La Cuna del Chamamé celebró su aniversario con una fiesta de cuatro días que reafirmó su identidad y el orgullo de un pueblo que se forjó entre fe, cultura y trabajo.
Mburucuyá, Corrientes – Hay pueblos que llevan su esencia en el nombre. Mburucuyá, palabra guaraní que significa "criadero de insectos", hace alusión a la enredadera de flor violácea que los misioneros españoles bautizaron como "pasionaria" por la simbología de la Pasión de Cristo que hallaron en sus pétalos . Durante cuatro días, del viernes 14 al lunes 17 de agosto, esa esencia se desbordó en el corazón de Corrientes para celebrar los 194 años de una comunidad que respira historia y vive el presente con la mirada puesta en el futuro.
La fiesta de un pueblo que se reconoce
El domingo 16, día central de los festejos, la plaza 25 de Mayo fue el escenario de un acto que convocó a instituciones locales, fuerzas de seguridad y a una comunidad que se volcó a las calles para rendir homenaje a sus raíces . La ceremonia tuvo un inicio que habla del alma del pueblo: el ingreso de la imagen del Santo Patrono, San Antonio de Padua, acompañó cada paso de la celebración, entrelazando la fe con la identidad cultural .
El intendente Edgar Galarza Florentín, un médico cardiólogo que llegó a la gestión impulsado por el clamor popular de su pueblo , encabezó el acto junto al ministro de Obras Públicas de la Provincia, Jorge Meza, quien representó al gobernador Juan Pablo Valdés y al Gobierno provincial.

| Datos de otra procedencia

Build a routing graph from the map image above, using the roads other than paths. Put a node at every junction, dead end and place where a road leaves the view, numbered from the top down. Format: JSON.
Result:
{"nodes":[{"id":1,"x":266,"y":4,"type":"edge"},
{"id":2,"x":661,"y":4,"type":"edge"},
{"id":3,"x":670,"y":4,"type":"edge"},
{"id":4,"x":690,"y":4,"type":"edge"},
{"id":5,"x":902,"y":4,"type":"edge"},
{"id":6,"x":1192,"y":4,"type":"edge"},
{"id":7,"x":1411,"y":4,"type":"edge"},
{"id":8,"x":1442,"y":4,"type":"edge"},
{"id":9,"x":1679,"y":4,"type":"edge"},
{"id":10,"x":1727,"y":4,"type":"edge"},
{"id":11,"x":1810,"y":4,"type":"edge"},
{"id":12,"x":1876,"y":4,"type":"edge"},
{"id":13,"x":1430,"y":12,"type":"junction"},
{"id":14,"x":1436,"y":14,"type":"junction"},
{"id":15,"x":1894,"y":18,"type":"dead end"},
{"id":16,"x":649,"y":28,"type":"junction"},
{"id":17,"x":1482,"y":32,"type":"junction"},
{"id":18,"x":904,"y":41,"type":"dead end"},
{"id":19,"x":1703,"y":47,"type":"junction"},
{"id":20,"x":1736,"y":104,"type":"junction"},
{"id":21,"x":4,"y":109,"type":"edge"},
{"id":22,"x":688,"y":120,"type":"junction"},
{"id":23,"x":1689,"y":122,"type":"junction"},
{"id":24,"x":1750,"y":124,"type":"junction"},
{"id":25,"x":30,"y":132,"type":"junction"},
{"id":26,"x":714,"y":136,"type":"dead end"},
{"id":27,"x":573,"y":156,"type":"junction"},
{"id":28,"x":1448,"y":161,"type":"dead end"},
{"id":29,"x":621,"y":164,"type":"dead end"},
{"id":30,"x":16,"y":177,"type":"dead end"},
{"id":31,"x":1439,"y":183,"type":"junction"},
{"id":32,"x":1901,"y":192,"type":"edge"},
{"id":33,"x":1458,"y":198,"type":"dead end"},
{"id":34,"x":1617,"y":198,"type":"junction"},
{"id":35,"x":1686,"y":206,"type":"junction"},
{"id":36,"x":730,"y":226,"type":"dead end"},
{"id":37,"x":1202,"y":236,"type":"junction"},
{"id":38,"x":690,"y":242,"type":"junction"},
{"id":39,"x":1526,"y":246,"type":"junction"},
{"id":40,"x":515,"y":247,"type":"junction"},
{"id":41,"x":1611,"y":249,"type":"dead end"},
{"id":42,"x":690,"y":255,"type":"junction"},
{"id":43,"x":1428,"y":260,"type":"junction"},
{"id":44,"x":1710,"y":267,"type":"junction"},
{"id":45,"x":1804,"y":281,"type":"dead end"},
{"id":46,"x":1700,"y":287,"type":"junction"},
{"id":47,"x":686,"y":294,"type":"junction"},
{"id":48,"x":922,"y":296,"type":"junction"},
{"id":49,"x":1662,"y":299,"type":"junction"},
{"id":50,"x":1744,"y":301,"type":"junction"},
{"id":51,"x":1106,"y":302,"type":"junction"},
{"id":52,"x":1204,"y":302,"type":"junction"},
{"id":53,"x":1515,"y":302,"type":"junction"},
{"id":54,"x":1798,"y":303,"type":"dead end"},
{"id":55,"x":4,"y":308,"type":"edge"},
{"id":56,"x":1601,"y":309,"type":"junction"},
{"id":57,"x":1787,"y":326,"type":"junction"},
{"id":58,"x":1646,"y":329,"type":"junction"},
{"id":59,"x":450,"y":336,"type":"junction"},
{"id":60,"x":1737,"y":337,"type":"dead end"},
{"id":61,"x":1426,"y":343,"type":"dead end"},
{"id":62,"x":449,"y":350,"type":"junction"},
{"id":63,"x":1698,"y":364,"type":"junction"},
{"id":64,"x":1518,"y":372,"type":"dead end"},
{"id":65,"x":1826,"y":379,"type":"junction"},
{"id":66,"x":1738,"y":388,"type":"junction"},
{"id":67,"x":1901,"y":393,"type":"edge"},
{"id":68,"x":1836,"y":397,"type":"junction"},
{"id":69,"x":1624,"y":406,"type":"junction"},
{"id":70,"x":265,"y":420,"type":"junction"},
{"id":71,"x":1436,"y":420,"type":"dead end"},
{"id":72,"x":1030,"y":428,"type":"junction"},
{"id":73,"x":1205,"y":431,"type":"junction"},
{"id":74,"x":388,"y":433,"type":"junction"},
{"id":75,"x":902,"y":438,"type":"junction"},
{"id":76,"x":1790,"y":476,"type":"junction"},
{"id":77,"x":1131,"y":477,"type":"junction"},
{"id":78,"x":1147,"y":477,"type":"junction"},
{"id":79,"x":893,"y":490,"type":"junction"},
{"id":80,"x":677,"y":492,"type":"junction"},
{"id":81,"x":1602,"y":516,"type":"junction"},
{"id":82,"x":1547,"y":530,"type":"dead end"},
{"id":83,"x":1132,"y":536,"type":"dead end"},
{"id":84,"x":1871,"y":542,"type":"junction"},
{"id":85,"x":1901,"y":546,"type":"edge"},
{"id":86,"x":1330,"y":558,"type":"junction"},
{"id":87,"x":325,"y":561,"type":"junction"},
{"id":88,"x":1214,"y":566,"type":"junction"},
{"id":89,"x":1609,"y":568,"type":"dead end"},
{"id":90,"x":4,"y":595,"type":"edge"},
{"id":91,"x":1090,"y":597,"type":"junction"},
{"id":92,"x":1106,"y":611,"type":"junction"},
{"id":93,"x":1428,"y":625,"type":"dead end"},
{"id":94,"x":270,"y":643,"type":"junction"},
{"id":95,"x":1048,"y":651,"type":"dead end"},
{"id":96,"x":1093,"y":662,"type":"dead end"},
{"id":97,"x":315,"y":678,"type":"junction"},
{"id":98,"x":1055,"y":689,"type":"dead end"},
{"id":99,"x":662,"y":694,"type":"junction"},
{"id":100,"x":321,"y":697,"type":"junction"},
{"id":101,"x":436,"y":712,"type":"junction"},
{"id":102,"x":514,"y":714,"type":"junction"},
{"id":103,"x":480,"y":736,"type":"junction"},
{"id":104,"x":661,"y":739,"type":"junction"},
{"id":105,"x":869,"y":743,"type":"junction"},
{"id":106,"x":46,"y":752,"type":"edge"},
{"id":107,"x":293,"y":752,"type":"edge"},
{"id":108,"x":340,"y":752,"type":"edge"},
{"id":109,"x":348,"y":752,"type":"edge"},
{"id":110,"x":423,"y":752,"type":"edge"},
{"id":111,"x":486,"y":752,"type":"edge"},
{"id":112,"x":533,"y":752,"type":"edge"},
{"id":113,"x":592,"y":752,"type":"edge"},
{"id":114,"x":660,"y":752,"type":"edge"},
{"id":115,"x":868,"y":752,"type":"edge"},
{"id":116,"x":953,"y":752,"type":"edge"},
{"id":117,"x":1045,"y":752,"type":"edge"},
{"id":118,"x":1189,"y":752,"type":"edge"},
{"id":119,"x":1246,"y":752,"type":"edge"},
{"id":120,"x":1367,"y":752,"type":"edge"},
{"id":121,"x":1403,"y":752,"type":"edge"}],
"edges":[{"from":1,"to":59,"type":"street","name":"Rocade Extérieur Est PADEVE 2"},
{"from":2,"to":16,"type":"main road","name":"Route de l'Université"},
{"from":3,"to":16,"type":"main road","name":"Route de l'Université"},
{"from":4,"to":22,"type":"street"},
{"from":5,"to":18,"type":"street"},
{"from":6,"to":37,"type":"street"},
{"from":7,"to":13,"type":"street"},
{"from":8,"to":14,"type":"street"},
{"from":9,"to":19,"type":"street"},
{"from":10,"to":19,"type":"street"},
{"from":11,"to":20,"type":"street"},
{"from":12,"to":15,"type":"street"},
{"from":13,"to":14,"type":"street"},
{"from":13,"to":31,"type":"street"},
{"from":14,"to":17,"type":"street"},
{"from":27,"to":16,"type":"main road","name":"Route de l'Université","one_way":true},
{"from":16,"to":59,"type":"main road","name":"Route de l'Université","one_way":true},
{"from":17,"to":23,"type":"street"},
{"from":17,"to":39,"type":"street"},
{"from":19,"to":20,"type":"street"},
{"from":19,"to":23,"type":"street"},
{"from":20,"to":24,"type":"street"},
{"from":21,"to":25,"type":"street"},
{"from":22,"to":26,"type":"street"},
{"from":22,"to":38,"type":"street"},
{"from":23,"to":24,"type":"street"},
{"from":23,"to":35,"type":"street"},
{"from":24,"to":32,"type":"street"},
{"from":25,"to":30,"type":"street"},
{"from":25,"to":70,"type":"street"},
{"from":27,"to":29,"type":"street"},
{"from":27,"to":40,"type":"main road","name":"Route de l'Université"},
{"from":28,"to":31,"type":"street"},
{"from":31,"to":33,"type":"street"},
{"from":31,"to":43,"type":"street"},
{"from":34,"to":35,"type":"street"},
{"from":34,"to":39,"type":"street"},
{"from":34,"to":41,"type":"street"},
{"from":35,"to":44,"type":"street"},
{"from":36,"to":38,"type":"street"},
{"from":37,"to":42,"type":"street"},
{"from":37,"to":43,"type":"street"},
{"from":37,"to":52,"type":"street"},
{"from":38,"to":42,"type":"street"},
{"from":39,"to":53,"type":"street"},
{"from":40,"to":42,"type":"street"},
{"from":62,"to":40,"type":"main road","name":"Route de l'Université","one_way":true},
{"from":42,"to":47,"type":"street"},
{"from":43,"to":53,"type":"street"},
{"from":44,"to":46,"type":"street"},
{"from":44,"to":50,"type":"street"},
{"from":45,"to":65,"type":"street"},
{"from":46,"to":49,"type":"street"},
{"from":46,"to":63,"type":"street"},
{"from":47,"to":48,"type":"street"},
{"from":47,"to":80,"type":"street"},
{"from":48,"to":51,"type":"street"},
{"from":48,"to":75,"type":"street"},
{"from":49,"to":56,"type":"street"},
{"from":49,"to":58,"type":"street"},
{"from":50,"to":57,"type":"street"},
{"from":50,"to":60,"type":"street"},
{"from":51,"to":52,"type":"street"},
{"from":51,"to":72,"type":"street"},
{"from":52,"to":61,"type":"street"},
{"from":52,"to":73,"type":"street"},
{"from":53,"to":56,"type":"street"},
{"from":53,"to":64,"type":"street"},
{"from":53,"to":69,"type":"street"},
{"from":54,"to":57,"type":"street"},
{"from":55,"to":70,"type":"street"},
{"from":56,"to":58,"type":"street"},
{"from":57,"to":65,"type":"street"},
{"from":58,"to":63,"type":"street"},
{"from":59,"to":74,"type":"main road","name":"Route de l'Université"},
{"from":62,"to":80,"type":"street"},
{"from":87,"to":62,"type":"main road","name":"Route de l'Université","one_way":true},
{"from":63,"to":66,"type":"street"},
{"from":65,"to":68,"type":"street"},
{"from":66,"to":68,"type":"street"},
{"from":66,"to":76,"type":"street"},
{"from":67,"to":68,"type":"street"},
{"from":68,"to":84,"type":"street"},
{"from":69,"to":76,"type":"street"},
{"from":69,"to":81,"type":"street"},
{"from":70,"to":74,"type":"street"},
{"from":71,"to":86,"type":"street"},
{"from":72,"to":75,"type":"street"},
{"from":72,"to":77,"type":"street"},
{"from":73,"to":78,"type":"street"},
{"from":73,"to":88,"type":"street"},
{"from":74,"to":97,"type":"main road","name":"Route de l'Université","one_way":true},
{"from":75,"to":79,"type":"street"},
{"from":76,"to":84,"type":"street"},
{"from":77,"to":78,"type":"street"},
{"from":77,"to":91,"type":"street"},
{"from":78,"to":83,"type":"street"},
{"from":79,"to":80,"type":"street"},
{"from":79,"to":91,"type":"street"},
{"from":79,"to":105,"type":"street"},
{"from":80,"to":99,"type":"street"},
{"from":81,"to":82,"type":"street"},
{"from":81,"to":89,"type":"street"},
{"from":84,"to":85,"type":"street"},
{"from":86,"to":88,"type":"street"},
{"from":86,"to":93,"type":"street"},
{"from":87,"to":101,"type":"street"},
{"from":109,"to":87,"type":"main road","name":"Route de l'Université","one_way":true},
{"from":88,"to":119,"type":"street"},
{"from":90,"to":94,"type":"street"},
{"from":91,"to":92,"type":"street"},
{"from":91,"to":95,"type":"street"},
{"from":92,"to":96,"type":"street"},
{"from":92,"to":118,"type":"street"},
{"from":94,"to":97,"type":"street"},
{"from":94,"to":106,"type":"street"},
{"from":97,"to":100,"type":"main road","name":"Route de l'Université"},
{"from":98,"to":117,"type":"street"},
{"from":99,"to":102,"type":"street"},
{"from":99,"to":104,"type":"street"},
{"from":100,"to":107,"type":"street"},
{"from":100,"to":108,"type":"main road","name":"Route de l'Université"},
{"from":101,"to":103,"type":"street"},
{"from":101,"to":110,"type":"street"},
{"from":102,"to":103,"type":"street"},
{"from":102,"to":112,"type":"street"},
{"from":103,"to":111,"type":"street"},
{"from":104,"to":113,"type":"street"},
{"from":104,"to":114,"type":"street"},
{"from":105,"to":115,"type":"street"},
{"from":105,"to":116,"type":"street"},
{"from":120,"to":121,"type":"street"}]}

Meza destacó el valor de un "pueblo que se forjó a través de su tradición y su cultura", subrayando el potencial único de Mburucuyá: el Parque Nacional que lleva su nombre, sus riquezas naturales y, por supuesto, el chamamé Fue Galarza quien puso el acento en lo que verdaderamente une a los mburucuyanos. "Hoy se conmemora un año más de nuestra fundación, 194, y creo que es en el marco de la celebración de nuestra historia, nuestra cultura y nuestra religión", expresó el intendente, recordando que la tradición chamamecera y la devoción a San Antonio no son solo parte del pasado, sino motores de identidad y desarrollo turístico .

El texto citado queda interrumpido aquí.